## Records supplied

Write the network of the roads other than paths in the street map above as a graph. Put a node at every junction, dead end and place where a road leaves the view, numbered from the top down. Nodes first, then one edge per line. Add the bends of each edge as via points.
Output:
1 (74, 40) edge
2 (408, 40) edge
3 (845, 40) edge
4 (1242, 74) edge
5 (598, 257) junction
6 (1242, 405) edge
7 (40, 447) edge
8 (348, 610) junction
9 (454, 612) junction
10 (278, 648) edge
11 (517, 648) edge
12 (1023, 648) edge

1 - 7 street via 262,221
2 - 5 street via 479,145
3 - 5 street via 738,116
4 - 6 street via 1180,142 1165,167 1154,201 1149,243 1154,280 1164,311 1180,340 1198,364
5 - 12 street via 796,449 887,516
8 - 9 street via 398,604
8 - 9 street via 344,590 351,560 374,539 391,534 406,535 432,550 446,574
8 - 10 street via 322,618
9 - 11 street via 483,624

## Work request
The full set of records above must be reproduced exactly in the reply.

## Task response
Write the network of the roads other than paths in the street map above as a graph. Put a node at every junction, dead end and place where a road leaves the view, numbered from the top down. Nodes first, then one edge per line. Add the bends of each edge as via points.
Output:
1 (74, 40) edge
2 (408, 40) edge
3 (845, 40) edge
4 (1242, 74) edge
5 (598, 257) junction
6 (1242, 405) edge
7 (40, 447) edge
8 (348, 610) junction
9 (454, 612) junction
10 (278, 648) edge
11 (517, 648) edge
12 (1023, 648) edge

1 - 7 street via 262,221
2 - 5 street via 479,145
3 - 5 street via 738,116
4 - 6 street via 1180,142 1165,167 1154,201 1149,243 1154,280 1164,311 1180,340 1198,364
5 - 12 street via 796,449 887,516
8 - 9 street via 398,604
8 - 9 street via 344,590 351,560 374,539 391,534 406,535 432,550 446,574
8 - 10 street via 322,618
9 - 11 street via 483,624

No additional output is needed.